95. Which of the following nursing notations shows the best understanding regarding the need to document only objective client assessment data?
1. "Client was angry because breakfast was not to her liking."
2. "Client is depressed; was observed crying while alone in room."
3. "Client expressed pain as an 8 out of 10, was diaphoretic, guarding her abdomen and clenching her fists."
4. "Client was verbally abusive to staff when approached concerning client's continued attempts to smoke in the bathroom."

"Client expressed pain as an 8 out of 10, was diaphoretic, guarding her abdomen and clenching her fists."
Do not write personal opinions. Document observable, measurable client-oriented data only. The remaining options either make assumptions regarding observed client behavior or fail to objectively describe the noted client behavior.

96. Which of the following nursing notations shows the greatest need for instruction regarding the need to document only objective client assessment data?
1. "Client was angry because breakfast was not to her liking."
2. "Client is depressed; was observed crying while alone in room."
3. "Client expressed pain as an 8 out of 10, was diaphoretic, guarding her abdomen and clenching her fists."
4. "Client was verbally abusive to staff when approached concerning client's continued attempts to smoke in the bathroom."

"Client is depressed; was observed crying while alone in room."
Do not write personal opinions. Document observable, measurable client-oriented data only. Recording that the client is depressed based on the observation of tears is not objective and so is not acceptable. While one option does report only observable, measurable behavior, the remaining options, while noting observed client behavior, do fail to objectively describe the noted client behavior.

97. The nursing faculty recognizes the correct way to instruct the nursing students to acknowledge their charting in a client's medical record is:
1. James Thicket, NS, WVU
2. J. Jones, NS, Montclair Shores College
3. N.H, SN, Bellfield City Community College
4. Dale Emmett, SN, Fortis College

Dale Emmett, SN, Fortis College
A nursing student enters full name, student nurse abbreviation (e.g., SN or NS), and educational institution, such as "David Jones, SN (student nurse), CMTC (Central Maine Technical College)."

98. The nurse realizes that the incorrect spelling of terms in the medical record most importantly:
1. Shows a lack of competency
2. Displays little attention to detail
3. Contributes to serious treatment errors
4. Negatively affects the accuracy of the documentation

Contributes to serious treatment errors
Spelling errors can result in serious treatment errors; for example, the names of certain medications such as digitoxin and digoxin or morphine and Numorphan are similar. Misspelling such terms can result in medication errors that may cause serious harm to a client. The other options are correct but do not have the seriousness of client care errors.

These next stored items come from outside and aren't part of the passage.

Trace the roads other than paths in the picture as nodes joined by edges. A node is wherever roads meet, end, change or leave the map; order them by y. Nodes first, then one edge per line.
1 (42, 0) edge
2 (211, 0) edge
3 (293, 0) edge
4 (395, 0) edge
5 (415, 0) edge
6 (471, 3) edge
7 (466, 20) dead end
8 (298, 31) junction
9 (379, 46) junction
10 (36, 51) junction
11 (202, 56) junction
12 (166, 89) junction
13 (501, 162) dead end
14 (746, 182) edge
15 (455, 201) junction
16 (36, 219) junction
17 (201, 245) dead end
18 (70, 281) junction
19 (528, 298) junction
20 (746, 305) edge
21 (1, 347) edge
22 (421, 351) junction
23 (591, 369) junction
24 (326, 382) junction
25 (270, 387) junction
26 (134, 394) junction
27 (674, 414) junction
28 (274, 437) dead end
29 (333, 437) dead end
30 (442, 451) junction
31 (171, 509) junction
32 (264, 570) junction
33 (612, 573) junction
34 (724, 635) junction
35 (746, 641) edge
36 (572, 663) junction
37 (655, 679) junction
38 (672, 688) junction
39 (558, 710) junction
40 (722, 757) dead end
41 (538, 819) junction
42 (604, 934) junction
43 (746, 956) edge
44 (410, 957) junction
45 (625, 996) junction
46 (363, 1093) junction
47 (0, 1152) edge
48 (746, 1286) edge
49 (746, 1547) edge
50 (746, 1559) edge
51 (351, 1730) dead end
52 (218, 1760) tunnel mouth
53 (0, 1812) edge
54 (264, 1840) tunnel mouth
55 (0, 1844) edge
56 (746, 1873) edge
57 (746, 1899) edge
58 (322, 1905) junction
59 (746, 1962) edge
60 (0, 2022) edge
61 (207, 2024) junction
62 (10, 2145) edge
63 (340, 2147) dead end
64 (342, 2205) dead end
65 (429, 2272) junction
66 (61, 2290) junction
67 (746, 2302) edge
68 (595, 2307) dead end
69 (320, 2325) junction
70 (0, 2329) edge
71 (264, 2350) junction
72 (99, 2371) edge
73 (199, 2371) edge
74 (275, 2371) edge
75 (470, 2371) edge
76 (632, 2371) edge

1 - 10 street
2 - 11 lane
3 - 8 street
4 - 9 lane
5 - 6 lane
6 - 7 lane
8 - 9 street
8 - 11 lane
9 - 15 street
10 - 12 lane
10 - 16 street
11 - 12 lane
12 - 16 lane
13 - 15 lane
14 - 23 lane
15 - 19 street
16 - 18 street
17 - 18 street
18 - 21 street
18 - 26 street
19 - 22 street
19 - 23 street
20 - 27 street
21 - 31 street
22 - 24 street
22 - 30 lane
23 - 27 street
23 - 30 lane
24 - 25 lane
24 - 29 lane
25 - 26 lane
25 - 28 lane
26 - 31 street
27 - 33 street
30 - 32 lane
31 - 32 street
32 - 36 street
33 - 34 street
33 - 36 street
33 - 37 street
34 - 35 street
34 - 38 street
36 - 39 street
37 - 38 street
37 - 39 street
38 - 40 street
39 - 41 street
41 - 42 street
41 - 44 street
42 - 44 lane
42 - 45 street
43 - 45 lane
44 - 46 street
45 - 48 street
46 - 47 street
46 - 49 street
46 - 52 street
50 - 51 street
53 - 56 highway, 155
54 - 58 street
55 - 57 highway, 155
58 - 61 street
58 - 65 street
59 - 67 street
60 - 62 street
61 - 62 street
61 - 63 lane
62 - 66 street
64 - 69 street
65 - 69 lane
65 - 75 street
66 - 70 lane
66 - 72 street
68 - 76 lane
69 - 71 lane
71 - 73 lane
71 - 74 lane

99. Which of the following is an example of a problem statement used in the Problem-Intervention-Evaluation documentation method?
1. Risk for injury related to falling due to dizziness
2. Client fell while walking to bathroom unassisted
3. Client continues to report periods of dizziness upon sitting up
4. Educated to the purpose of dangling on the bedside before standing

Risk for injury related to falling due to dizziness
The problem is reflected by a nursing diagnosis while the interventions are related to nursing actions directed toward minimizing or eliminating the problem. The evaluation is the client's objective or subjective response to the nursing intervention.

100. Nursing documentation should fulfill which of the following criteria? (Select all that apply.)
1. Accurate
2. Inclusive
3. Well organized
4. Show continuity of care
5. Record nursing opinion
6. Identify client outcomes

1. Accurate
2. Inclusive
3. Well organized
4. Show continuity of care
6. Identify client outcomes
Nursing documentation must be accurate, comprehensive, and flexible enough to retrieve critical data, maintain continuity of care, track client outcomes, and reflect current standards of nursing practice. Nursing documentation should include nursing observations, not nursing opinions.